Medicaid Continuous Coverage Related to the Pandemic Ends on April 1st
As detailed in January, the County Assistance Offices (CAOs) will begin terminating some people from Medicaid beginning on April 1, 2023. For three years, many people no longer eligible for Medicaid were maintained on coverage due to the pandemic and the federal declaration of a public health emergency. The Medicaid continuous coverage provision of the public health emergency is ending because of the federal Consolidated Appropriations Act signed into law in December 2022.
What Do Medicaid Recipients Need to Know?
Medicaid will not be terminated before a renewal is completed. The County Assistance Offices must first mail a renewal packet for completion before anyone’s Medicaid might be terminated.
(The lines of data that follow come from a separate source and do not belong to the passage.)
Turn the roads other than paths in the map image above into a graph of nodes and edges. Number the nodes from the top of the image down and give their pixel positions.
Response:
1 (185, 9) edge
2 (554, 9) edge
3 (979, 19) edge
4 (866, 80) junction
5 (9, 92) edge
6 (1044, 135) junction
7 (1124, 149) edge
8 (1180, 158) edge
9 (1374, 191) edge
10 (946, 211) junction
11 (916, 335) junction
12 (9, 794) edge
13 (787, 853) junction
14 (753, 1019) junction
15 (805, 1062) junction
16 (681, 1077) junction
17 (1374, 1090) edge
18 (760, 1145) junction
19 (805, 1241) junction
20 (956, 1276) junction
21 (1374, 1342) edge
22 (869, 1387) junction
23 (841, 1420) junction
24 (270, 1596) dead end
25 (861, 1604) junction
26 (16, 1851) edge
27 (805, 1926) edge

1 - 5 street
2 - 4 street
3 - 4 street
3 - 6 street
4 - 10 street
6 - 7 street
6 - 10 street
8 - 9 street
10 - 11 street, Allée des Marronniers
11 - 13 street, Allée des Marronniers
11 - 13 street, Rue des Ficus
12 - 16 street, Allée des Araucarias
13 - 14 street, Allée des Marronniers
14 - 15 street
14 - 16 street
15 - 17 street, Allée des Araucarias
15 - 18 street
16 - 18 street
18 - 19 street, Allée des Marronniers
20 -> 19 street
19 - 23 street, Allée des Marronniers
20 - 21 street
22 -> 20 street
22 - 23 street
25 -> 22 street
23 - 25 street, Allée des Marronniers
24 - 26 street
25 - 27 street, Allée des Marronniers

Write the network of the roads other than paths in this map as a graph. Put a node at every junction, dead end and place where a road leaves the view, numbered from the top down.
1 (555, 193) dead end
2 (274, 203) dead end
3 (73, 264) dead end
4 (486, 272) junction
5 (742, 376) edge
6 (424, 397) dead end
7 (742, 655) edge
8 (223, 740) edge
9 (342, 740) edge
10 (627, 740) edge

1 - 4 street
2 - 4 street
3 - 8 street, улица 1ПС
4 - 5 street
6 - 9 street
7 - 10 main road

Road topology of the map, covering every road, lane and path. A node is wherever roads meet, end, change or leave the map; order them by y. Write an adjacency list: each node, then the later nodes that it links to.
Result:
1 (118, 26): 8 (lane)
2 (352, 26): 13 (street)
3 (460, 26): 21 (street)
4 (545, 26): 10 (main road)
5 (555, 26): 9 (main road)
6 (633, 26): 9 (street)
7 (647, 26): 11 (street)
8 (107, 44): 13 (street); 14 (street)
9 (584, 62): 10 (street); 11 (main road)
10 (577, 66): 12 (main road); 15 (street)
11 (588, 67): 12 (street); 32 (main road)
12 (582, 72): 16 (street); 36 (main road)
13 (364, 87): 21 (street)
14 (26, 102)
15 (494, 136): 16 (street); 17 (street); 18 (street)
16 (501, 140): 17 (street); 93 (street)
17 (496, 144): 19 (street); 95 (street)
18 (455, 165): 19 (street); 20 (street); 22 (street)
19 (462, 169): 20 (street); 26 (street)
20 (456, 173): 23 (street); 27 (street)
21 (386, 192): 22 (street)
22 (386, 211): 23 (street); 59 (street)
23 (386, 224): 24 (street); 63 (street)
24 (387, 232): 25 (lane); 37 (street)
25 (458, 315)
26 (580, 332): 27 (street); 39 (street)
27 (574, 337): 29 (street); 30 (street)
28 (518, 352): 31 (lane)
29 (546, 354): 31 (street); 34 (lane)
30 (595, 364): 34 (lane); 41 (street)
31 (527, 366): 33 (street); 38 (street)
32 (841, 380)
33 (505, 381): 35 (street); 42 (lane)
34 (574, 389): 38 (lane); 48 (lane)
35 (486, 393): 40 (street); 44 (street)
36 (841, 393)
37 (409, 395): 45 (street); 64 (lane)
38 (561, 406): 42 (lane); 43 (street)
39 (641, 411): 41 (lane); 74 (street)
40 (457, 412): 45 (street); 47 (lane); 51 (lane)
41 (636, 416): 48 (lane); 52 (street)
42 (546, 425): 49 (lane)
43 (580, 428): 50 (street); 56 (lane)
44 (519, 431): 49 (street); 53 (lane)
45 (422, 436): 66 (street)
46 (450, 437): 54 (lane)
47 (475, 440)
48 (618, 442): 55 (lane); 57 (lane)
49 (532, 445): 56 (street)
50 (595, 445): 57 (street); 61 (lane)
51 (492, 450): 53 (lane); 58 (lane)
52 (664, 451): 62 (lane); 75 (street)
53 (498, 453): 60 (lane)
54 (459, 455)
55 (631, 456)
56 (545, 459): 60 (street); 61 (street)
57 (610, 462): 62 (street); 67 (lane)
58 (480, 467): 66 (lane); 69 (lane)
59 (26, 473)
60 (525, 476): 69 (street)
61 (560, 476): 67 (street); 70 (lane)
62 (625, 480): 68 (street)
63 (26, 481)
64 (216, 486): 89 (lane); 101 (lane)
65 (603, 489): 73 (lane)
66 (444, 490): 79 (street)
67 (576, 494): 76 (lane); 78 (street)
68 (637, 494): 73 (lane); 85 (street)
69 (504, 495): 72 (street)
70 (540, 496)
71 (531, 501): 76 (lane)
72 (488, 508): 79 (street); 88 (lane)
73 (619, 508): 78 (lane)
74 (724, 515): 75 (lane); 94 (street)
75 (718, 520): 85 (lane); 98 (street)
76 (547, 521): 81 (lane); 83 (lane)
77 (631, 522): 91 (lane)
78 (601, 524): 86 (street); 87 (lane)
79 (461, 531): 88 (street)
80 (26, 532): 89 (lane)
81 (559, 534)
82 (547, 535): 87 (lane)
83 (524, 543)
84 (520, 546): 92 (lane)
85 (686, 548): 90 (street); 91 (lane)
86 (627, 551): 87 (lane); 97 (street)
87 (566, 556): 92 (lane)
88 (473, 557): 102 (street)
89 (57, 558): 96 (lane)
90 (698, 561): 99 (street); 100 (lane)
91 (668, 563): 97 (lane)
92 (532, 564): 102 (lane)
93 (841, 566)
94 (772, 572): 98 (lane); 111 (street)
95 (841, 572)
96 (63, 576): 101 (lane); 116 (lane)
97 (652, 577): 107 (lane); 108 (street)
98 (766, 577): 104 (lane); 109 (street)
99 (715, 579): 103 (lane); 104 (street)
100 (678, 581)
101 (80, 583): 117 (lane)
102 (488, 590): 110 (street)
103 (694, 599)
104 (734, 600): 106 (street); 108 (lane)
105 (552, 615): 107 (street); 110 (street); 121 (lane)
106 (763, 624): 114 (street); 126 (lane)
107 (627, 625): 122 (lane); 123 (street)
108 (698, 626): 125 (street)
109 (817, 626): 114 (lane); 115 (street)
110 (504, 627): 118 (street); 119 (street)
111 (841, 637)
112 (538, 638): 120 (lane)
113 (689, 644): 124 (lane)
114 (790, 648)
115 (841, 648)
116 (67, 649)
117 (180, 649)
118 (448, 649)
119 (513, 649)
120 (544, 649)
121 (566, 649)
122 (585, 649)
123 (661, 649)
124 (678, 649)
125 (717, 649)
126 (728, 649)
All Medicaid recipients no longer eligible for Medicaid will not be terminated at one time. Pennsylvania will take 12 months to review the entire PA Medicaid population. This 12-month period is called the “unwinding” period. Most Medicaid recipients will have their renewal when they generally do each year.
What Do I Need to Do if I am on Medicaid?
- If you moved in the past three years and have not notified the County Assistance Office, do so right away! Medicaid recipients can contact the County Assistance Office or call the Customer Service Center at 1-877-395-8930 (in Philadelphia, call 215-560-7226) to provide updated address information. If you have an online COMPASS account, you can also update your address there.
- If your phone number has changed in the last three years and you have not notified the CAO, notify them or the Customer Service Center right away. (Or update on COMPASS).
- Watch the mail closely for the renewal packet from the CAO and respond to it quickly. You will begin getting notices 90 days before your renewal is due. You can also sign up to receive text alerts about your renewal.
- Return the renewal packet by the deadline provided. Just like prior to the pandemic, Medicaid recipients who do not return a completed renewal packet with the required documentation will receive a termination letter from Medicaid. If you have problems getting any documents requested with the renewal packet such as paystubs, contact the CAO right away for assistance.
What I Need to do if my Coverage is Terminated?
Individuals terminated from Medicaid will receive a denial notice from the CAO. Individuals terminated from Medicaid who believe they are still eligible should first appeal right away. Appealing timely will keep Medicaid in place during the appeal process. Then, ask the CAO for "Reconsideration" while you complete the renewal packet and provide all requested documentation to CAO. Reconsideration can be requested within 90 days without having to submit a whole new Medicaid application.
Click here for the DHS frequently asked questions/FAQ about the end of continuous coverage.
If you are no longer eligible for Medicaid (and you do not have Medicare), you may be able to enroll in other affordable health insurance with Pennie, Pennsylvania’s state-based health insurance marketplace. Pennie will have a 120-day special enrollment period for those losing Medicaid during the "unwinding” to enroll in a qualified health plan, including plans with significantly subsidized costs. Those who enroll in Pennie within 60 days of losing Medicaid can request retroactive coverage to the date they lost Medicaid.
Similarly, people who lose Medicaid and were eligible for but not enrolled in Medicare have special enrollment periods of six-months to sign up for Medicare Part A (hospital insurance) and/or Medicare Part B (medical insurance) and three-months to sign up for Medicare Part D (prescription insurance) without incurring a penalty for enrolling in Medicare late. These Medicare special enrollment periods for loss of Medicaid are not limited to the “unwinding” period. Individuals needing help enrolling in Medicare can contact the PA MEDI Program. Individuals with Medicare and Medicaid who are no longer eligible for Medicaid can also get help from PA MEDI to explore Medicare Advantage plans.
Kids under 19 who are no longer eligible for Medicaid due to household size and income should have their information forwarded to the Children's Health Insurance Program (CHIP).
Pennsylvania Health Law Project will continue to provide updates on the Medicaid unwinding.